▶ [Work to be completed]
The required result is a line count: how many lines in this data hold the word "road". Give only that.

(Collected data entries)
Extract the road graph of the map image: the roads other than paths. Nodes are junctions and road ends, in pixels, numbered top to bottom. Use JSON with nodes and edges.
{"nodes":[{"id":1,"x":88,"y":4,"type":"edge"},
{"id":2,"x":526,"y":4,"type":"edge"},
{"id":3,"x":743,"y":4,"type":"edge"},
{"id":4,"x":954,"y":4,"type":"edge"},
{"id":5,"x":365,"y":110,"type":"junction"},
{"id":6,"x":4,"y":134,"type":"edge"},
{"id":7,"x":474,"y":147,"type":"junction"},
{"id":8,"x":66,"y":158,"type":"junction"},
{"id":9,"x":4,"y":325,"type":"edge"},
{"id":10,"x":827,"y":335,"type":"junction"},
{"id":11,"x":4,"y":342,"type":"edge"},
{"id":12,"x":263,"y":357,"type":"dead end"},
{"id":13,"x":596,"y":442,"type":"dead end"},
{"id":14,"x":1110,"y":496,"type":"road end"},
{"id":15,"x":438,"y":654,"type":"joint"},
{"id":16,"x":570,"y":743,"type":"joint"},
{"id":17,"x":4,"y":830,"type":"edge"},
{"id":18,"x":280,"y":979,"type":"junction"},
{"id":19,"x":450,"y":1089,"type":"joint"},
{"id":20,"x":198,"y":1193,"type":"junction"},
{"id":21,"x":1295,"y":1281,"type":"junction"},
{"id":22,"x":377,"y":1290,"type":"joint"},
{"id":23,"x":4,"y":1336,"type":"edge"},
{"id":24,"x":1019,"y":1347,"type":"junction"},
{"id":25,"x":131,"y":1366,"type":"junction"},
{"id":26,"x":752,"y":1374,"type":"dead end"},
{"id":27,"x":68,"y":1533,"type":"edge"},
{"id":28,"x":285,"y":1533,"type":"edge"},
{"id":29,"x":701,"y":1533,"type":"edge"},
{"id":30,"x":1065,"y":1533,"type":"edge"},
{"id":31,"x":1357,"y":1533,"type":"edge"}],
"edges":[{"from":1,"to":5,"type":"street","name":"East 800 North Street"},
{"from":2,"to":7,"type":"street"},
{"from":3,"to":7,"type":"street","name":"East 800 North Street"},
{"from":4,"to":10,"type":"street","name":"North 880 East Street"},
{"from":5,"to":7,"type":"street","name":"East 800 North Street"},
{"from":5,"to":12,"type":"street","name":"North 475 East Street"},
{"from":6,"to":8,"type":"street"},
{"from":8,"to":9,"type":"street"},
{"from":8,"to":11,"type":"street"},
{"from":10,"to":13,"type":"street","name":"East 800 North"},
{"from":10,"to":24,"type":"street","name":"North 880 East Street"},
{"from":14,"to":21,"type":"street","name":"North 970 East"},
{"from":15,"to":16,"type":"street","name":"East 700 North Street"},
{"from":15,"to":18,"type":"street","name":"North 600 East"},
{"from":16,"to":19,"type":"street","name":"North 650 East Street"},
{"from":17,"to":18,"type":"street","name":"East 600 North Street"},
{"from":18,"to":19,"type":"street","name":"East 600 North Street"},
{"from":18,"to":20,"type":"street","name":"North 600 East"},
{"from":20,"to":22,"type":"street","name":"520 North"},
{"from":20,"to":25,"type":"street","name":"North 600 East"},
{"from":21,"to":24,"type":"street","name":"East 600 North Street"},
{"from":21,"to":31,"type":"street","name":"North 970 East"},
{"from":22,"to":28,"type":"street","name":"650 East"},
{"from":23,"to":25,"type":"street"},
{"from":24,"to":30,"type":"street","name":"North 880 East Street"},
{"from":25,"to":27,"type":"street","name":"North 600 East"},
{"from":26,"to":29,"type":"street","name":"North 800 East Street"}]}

▶ [Answer section]
2